Itulah satu kata yang dapat mengekspresikan perasaan saya seusai mengerjakan
tugas itu. Kagum terhadap mereka, para petugas kesehatan, yang dengan
penuh semangat menolong sesamanya, dengan menggunakan APD, selama berjam-jam.
Pengetahuan bukanlah satu-satunya yang diperlukan dalam merawat pasien, tetapi
juga tekad dan semangat juang.
Muncullah
sebuah pertanyaan didalam benak saya. Apakah kelak, saya bisa menjadi seperti
mereka? Ini akan menjadi pertanyaan renungan bagi saya, sembari berusaha
mempersiapkan diri dengan lebih baik dari hari ke hari untuk dapat menjadi
dokter gigi yang handal.
Pentingnya
perlindungan diri bagi setiap orang mungkin berbeda-beda, namun saya yakin
setiap orang tentunya ingin sesegera mungkin melambaikan tangan kepada
Korona.
Oleh
sebab itu, mari, bersama-sama saling melindungi. Mulai dengan melakukan 3M :
Menggunakan masker, Menjaga jarak dan Mencuci tangan. Saya yakin, bila semua
orang melaksanakan ini, virus mutasi ini pun dapat tertangani dengan baik.
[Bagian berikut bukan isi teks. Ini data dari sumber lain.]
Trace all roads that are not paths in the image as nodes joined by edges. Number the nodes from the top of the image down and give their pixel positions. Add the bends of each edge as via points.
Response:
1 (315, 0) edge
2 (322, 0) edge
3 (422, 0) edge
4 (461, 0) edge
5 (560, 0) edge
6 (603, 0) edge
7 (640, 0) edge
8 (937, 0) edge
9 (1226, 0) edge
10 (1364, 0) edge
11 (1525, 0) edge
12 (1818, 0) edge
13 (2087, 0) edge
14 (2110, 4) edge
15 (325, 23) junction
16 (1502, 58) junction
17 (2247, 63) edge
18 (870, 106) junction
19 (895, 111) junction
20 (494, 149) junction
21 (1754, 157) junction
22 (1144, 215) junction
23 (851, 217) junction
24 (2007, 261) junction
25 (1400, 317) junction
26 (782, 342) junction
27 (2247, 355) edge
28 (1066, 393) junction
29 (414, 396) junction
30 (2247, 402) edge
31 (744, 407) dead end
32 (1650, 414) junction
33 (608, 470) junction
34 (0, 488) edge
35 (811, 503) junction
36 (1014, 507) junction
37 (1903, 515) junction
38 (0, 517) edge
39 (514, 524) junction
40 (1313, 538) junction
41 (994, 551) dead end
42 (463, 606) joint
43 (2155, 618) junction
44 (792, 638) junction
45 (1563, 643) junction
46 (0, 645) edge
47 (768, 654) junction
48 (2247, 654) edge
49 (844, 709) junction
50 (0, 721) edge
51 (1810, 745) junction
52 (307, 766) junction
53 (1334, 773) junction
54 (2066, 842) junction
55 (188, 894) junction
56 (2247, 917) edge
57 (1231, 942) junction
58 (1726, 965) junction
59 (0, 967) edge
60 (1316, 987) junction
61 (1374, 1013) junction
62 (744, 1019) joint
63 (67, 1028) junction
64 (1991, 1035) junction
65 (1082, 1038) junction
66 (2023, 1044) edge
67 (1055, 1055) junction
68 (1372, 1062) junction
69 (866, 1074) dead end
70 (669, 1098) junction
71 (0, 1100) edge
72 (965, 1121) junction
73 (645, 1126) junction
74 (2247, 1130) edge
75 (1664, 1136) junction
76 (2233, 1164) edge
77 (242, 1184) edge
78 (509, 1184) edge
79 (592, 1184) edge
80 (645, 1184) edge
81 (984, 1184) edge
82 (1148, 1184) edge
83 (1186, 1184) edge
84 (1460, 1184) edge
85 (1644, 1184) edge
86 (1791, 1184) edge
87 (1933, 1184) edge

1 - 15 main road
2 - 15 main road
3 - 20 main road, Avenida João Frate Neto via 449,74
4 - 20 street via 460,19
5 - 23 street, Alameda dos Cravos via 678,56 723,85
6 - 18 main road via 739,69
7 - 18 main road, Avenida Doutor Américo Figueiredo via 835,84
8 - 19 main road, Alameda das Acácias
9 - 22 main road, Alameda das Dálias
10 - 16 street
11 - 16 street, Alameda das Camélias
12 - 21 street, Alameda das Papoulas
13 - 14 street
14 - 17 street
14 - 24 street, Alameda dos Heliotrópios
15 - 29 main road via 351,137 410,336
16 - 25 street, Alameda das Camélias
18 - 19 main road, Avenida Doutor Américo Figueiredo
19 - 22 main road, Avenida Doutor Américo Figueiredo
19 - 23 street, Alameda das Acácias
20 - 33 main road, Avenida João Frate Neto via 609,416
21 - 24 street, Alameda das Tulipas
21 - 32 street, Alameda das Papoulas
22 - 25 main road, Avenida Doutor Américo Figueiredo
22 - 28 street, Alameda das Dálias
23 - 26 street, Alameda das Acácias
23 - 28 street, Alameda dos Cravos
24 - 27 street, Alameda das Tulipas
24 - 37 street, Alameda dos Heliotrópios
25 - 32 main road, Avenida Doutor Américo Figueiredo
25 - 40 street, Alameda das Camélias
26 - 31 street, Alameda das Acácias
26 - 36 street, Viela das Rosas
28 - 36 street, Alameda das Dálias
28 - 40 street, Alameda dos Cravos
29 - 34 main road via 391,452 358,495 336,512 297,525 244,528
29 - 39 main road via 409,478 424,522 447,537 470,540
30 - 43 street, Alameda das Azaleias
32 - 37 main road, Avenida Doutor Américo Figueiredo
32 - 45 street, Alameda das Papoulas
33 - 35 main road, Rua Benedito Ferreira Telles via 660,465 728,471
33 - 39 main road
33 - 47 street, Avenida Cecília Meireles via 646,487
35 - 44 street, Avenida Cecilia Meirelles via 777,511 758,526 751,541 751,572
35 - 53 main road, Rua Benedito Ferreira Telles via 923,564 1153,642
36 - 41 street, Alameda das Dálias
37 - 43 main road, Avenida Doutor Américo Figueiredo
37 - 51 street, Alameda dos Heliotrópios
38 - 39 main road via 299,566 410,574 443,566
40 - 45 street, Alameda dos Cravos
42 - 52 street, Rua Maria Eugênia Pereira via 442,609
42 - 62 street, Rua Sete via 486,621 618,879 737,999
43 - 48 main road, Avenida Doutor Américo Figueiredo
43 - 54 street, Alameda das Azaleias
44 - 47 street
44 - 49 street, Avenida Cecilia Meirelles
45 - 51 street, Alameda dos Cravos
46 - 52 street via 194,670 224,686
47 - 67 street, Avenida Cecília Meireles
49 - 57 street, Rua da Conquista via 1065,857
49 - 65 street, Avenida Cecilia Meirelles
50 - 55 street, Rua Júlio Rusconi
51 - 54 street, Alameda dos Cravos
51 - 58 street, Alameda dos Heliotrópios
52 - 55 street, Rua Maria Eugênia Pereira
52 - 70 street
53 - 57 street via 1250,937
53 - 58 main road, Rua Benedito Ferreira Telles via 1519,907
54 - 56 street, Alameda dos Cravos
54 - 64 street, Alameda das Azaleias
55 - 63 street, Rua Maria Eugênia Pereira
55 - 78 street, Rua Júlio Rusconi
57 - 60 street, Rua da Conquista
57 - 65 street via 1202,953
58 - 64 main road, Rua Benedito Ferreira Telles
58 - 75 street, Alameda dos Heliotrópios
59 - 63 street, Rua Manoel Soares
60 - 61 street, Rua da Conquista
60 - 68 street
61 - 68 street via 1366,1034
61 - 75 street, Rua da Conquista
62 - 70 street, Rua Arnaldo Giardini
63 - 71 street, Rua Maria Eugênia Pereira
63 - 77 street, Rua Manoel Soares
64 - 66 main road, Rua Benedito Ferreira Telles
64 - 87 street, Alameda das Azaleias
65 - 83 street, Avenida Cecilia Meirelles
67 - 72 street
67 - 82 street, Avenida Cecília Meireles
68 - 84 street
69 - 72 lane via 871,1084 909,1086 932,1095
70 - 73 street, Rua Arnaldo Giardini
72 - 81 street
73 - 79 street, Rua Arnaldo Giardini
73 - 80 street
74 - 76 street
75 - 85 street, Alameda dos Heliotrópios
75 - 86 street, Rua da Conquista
Ditambah dengan adanya kabar mengenai vaksin, saya pribadi merasa optimis
terhadap keberhasilan penanganan pandemi ini. Bersama, kita bisa!
Sumber
:
Sanjun,
R., & Domingo-Calap, P. (2016). Mechanisms of viral mutation. Cellular and
molecular life sciences, 73(23), 4433-4448.
Fleischmann
Jr, W. R. (1996). Viral genetics. In Medical Microbiology. 4th edition.
University of Texas Medical Branch at Galveston.
Seronello,
S., Montanez, J., Presleigh, K., Barlow, M., Park, S. B., & Choi, J.
(2011). Ethanol and reactive species increase basal sequence heterogeneity of
hepatitis C virus and produce variants with reduced susceptibility to
antivirals. PLoS One, 6(11), e27436.